Hope, Good News, & Community

16 Mar Hope, Good News, & Community

Dear Friends,

At the end of last week, I was scrolling through news feeds when this headline jumped out at me (perhaps you saw it, too):  “the American Psychological Association’s annual ‘Stress in America’ poll (published last Thursday) found that U.S. adults — already weary from two years of the Covid-19 pandemic — are now overwhelmingly troubled by inflation and the war in Ukraine.” 

According to the results, 87 percent of those surveyed cited rising costs of everyday items, such as groceries and gas, as a “significant source of stress.”  The same high percentage said their mental health was greatly affected by what has felt like a “constant stream of crises without a break over the last two years.”  And 84 percent said the Russian invasion of Ukraine is “terrifying to watch.”  The APA’s report used words like “unprecedented” and “startling” to describe the poll’s findings, in large part because of the uniformity of the source of our collective stress.  “We don’t usually see 80 percent of people telling us that [one] particular stressor is stressful for that many individuals,” said Lynn Bufka, a clinical psychologist and APA associate chief.  

I doubt that many, if any, of us are surprised by these findings.  For starters, a lot of us count ourselves among the 80% who are deeply troubled or concerned about these same issues.  And we recognize that both individually and collectively, our patience, our coping abilities, and our internal reserves to deal with crises large and small are diminished after 24 months of Covid-19.  Many of us have thankfully survived the pandemic, but I don’t talk to many folks who feel like they have thrived during it.  

The church is uniquely positioned to respond to people who are experiencing high levels of stress.  One of the most important things we can do is offer community.  “Stress can feel really isolating,” said the APA report, before encouraging people to remember that they are not alone because the current stressors are “being experienced by most everybody.”  In past times of national crisis, the church has welcomed people, giving them a safe space to process fear, grief, or stress, while simultaneously providing a visible, tangible reminder that “we are all in this together.”

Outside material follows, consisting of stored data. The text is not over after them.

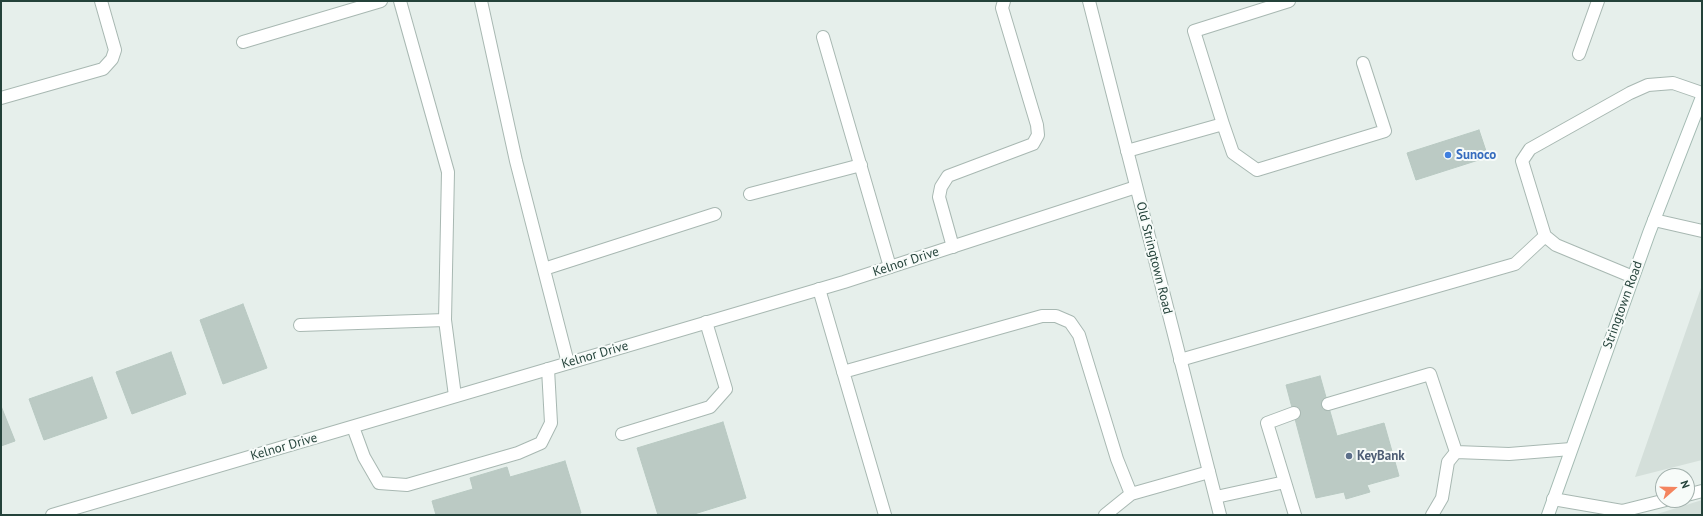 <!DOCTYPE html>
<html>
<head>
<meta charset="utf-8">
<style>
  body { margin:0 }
  #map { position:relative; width:1703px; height:516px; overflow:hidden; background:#e6efeb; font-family:"PT Sans",sans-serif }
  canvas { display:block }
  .frame { position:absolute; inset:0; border:2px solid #24423a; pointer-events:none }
  .north { position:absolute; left:1655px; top:468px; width:40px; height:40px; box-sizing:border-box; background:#f7fbf9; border:1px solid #a3b1ad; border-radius:50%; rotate:70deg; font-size:11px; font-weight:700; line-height:16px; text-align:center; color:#24423a }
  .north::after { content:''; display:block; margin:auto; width:14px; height:18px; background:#f4845f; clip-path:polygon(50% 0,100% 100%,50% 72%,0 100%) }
</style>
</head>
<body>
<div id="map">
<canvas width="1703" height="516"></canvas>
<div class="frame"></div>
<div class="north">N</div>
</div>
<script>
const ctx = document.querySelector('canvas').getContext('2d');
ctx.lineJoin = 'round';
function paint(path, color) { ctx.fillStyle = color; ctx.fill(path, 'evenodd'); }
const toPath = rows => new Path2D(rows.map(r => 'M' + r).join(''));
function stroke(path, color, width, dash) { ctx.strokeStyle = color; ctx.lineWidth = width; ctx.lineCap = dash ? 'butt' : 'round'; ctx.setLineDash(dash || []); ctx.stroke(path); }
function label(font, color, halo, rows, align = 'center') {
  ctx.font = font + ' "PT Sans",sans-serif'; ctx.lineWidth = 4; ctx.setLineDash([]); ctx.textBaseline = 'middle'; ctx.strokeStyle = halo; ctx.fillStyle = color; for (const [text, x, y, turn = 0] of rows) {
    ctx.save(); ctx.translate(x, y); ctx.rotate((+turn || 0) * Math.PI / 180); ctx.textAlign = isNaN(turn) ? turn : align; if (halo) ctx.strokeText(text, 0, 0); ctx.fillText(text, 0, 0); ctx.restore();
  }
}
paint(toPath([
  [1702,285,1702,460,1635,477],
  [1702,500,1702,515,1654,515]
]), '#d4dfda');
const building = toPath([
  [1479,130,1488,157,1416,180,1407,153,1479,130],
  [243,304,267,368,223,384,200,320,243,304],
  [171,352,186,394,132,414,116,372,171,352],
  [1320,376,1337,436,1384,423,1399,476,1367,485,1370,492,1346,499,1344,492,1316,498,1286,385,1320,376],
  [92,377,107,418,44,440,29,399,92,377],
  [1,406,15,441,1,446,1,406],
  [723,422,746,498,691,515,658,515,637,448,723,422],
  [565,461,581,513,575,515,436,515,432,501,473,489,470,478,507,467,510,477,565,461]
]);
paint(building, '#bbcac4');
stroke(building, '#b8c9c2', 1);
const service = toPath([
  [400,1,448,172,445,320,455,396],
  [481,1,516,161,568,363],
  [823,37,890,267],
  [243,42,381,1],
  [1579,54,1598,1],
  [1,98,103,69,112,59,115,50,101,1],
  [1223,124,1233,153,1257,170,1385,131,1363,63],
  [1127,151,1223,124,1194,31,1289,1],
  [750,194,861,165],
  [1654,220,1702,231],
  [953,247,939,197,941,187,948,176,1033,144,1038,135,1037,125,1002,8,1004,1],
  [544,269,715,214],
  [1633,277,1556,245,1545,236,1522,161,1530,149,1630,93,1648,85,1673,83,1702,93],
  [819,289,885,515],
  [300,325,445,320],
  [1180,360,1515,264,1545,236],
  [843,372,1042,316,1056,316,1070,322,1079,335,1117,459,1131,494],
  [1328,404,1430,374,1456,452],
  [1294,413,1267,423,1295,515],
  [353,427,364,457,379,483,407,485,518,453,541,443,551,423,548,369],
  [622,434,710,407,726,389,706,322],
  [1456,452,1509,454,1571,449],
  [1687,495,1702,491],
  [1216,497,1285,482],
  [1553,499,1622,511,1666,500],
  [1105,515,1131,494,1209,472],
  [1432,515,1442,498,1448,462,1456,452]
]);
const minor = toPath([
  [52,515,844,282,1136,187]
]);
const tertiary = toPath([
  [1089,1,1220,515]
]);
const secondary = toPath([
  [1548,515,1649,233,1702,97]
]);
stroke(service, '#a8b8b2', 14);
stroke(minor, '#a8b8b2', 14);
stroke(tertiary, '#a8b8b2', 14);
stroke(secondary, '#a4bbb3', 14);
stroke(service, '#fff', 12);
stroke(minor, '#fff', 12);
stroke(tertiary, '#fff', 12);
stroke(secondary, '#fff', 12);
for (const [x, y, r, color] of [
  [1448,155,4,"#3f7fe0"],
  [1349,456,4,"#5c6f8a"]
]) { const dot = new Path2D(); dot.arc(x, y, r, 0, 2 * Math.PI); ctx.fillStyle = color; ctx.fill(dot); stroke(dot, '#f7fbf9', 1.5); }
label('bold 13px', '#366cbe', '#f7fbf9', [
  ["Sunoco",1456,155]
], 'left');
label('13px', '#24423a', '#f7fbf9', [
  ["Old Stringtown Road",1154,258,76],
  ["Kelnor Drive",906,262,-18],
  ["Stringtown Road",1623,305,-70],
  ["Kelnor Drive",595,355,-16],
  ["Kelnor Drive",284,447,-16]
]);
label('bold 13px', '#4e5e75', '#f7fbf9', [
  ["KeyBank",1357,456]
], 'left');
</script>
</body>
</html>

A second way the church can speak uniquely into the current storm of stress is to offer hope.  We are good news people!  We have not just a message of hope, but we know the source of hope—our friend and brother and Savior, Jesus Christ.   As we “lean in” to our faith, praying for our world, our loved ones, and yes, even our enemies, as we talked about on Sunday, we have a life-changing word to share with those around us: “God loves you.  God is at work.  God’s power to redeem is still transforming lives.  You are not alone.”  

Realizing that 80% of people walking around you or living beside you or serving you at the grocery store or working in the next cubicle are overwhelmingly stressed, this is a perfect time to be a living example of hope and to invite people into community.  And as an added bonus, doing so will help alleviate your stress, as well.